There is lots of resources out there on writing tests for python packages. We have two previous blogs on pytest, an introductory blog and a more advanced one. There are many testing frameworks available for Python, like unittest pytest, or doctest (which runs docstring-embedded examples as software tests). The type of testing you need will often determine the framework you use. The software literature makes distinctions between different types of tests: unit (which we will focus on), integration, end to end, and acceptance tests. The distinction is based on the scope (how much of the software project is run/touched during the tests), isolation (do the tests rely on external services) and viewpoint (do the tests check features from a user’s perspective, or how the software works internally from a developer’s perspective).

Testing My Package

Thankfully my package only has one function so it will be very easy to write a test.
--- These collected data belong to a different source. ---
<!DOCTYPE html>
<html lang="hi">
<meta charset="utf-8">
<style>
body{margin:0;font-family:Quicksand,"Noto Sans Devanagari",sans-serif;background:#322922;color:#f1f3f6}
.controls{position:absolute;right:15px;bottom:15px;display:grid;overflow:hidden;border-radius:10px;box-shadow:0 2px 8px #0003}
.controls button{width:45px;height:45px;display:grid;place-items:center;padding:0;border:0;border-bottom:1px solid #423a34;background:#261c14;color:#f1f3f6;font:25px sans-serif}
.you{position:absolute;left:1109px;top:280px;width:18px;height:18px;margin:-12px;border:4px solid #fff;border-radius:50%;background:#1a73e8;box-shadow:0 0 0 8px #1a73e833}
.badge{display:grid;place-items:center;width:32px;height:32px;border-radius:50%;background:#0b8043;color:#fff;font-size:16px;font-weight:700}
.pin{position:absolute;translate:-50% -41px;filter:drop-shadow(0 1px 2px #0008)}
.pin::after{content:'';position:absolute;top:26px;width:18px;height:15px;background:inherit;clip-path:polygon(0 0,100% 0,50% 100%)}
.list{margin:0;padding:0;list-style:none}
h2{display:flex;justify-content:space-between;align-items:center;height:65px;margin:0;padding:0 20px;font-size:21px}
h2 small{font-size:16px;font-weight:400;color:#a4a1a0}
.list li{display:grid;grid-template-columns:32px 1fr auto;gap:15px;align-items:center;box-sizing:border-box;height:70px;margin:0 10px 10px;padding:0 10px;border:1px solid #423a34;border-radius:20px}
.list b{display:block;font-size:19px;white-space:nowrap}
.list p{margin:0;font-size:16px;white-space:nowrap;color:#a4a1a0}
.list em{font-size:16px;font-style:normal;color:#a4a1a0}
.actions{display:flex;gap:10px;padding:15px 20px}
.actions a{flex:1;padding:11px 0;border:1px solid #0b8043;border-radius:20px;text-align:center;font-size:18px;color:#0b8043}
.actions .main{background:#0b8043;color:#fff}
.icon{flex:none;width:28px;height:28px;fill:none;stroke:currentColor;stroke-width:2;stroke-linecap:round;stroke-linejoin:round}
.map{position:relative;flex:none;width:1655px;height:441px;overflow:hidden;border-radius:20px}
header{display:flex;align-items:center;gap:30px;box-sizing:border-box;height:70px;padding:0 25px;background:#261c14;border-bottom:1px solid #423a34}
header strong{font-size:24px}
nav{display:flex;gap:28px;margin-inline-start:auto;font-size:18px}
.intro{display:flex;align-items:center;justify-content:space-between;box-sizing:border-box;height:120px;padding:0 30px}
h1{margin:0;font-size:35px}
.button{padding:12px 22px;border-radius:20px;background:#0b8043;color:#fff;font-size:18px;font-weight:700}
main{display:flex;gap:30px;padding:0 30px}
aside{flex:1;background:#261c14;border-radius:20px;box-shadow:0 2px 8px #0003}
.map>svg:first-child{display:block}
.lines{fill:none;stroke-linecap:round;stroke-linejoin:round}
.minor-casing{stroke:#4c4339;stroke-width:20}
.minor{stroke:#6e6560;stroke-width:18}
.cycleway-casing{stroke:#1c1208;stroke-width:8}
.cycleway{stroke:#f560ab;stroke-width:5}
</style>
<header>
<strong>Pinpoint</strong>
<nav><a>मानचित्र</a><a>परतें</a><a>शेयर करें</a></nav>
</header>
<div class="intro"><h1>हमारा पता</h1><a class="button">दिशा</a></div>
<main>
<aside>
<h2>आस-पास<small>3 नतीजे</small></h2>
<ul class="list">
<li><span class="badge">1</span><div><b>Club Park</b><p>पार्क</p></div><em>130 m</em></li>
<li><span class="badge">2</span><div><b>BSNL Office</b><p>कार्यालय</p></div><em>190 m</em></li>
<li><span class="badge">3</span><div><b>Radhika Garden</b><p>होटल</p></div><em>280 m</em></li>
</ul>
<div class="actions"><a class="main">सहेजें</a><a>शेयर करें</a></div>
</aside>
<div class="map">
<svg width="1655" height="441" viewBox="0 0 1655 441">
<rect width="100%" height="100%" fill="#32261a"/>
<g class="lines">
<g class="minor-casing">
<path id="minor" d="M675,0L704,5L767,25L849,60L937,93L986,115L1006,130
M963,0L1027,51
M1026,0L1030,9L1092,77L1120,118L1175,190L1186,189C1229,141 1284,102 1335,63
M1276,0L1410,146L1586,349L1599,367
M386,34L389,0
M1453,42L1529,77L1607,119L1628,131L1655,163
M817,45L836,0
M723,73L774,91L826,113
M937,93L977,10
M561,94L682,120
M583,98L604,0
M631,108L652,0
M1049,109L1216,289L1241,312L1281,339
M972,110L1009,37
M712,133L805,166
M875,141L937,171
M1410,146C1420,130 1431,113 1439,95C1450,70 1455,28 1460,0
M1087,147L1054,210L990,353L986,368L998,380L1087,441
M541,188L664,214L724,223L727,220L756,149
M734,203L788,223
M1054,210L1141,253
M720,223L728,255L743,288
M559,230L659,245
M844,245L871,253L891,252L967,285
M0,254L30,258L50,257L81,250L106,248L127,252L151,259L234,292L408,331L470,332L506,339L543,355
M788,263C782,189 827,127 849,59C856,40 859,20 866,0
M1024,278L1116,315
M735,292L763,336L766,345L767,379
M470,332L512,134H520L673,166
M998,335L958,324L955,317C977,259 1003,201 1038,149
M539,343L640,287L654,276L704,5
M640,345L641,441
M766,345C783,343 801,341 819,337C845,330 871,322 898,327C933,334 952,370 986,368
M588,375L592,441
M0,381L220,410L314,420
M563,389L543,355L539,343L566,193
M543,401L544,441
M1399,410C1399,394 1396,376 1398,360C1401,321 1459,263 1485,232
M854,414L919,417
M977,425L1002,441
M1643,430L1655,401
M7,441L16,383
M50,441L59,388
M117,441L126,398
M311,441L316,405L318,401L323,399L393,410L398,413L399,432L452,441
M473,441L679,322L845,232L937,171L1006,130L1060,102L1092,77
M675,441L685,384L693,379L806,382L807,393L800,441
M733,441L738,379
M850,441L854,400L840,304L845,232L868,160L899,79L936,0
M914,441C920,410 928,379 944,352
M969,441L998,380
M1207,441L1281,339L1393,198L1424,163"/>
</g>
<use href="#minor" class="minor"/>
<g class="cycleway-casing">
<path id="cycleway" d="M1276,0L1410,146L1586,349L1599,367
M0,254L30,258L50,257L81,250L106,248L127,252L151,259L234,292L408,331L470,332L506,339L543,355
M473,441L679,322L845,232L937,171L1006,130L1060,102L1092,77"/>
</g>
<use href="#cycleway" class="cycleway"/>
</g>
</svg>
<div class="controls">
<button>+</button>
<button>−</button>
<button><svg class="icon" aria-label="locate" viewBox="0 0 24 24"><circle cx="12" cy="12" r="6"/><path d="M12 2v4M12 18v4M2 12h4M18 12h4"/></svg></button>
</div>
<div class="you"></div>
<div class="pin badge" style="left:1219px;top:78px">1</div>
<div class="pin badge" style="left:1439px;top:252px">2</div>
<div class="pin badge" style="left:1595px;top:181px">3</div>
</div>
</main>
So to begin I’ll create a test file, tests/test_get_league.py this follows the naming convention of naming the test file test_module_name. You may also see test files named test_function_name, this will depend on how large your modules are. The goal is for it to be consistent, easy to understand and ideally split up based on size.

I have added some simple tests for the class of the output, the columns returned and the first event in my default data as this will remain the same. I’m not going to go into detail on how the tests work as we have already done blogs on this as mention above but this is my test:


def test_get_season_league():
    output = get_season_league()
    # Test pandas DataFrame is produced
    assert isinstance(output, pd.DataFrame)
    # Test columns are correct
    assert list(output.columns) == ["name", "team_name", "event", "points"]
    # Test first event as it will remain the same as the data grows
    first_event = output.query("name == 'Osheen Macoscar' & event == 1")
    assert first_event["points"] == 69

I have written a very surface level test here. My particular function is hard to test as I’m calling an external API, meaning the object will differ each game-week. The API may also go down or the output may change causing the test to fail, when my function hasn’t changed. When touching an external resource ideally I could set up a static response to test (which I could do for certain endpoints) but I can’t with my function as the output is supposed to change throughout the season.

Once we have written our tests we can run pytest whilst in the top level of our package to run the test(s), and it will tell you if they have passed or failed.

Publishing to PyPI

As I mentioned at the start of the blog I am not publishing this package to PyPI, however I will show the helpful poetry function that allows us to do it. Note these is also a TestPyPI that you can publish to first to ensure everything runs smoothly.

The main function for this is poetry publish but there are a few steps we need to take first. Obviously there is a level of authentication before you can publish, this can be set up by adding your user specific PyPI token to your config:

poetry config pypi-token.pypi <token>

After you have done this you are clear to publish and can do so with:

poetry publish --build

The build tag at the end just builds the package by creating a the distributable files (a .tar.gz and a .whl) inside the dist/ directory. This is required before publishing the package.

Next Up

This is where I am going to leave the series for now. We have looked at all the basics you need when developing a python package from writing and documenting functions all the way to testing and publishing the package. In the next iteration I may look at building out this package or parallelising the function I’ve written, but it is not scheduled to be written anytime soon.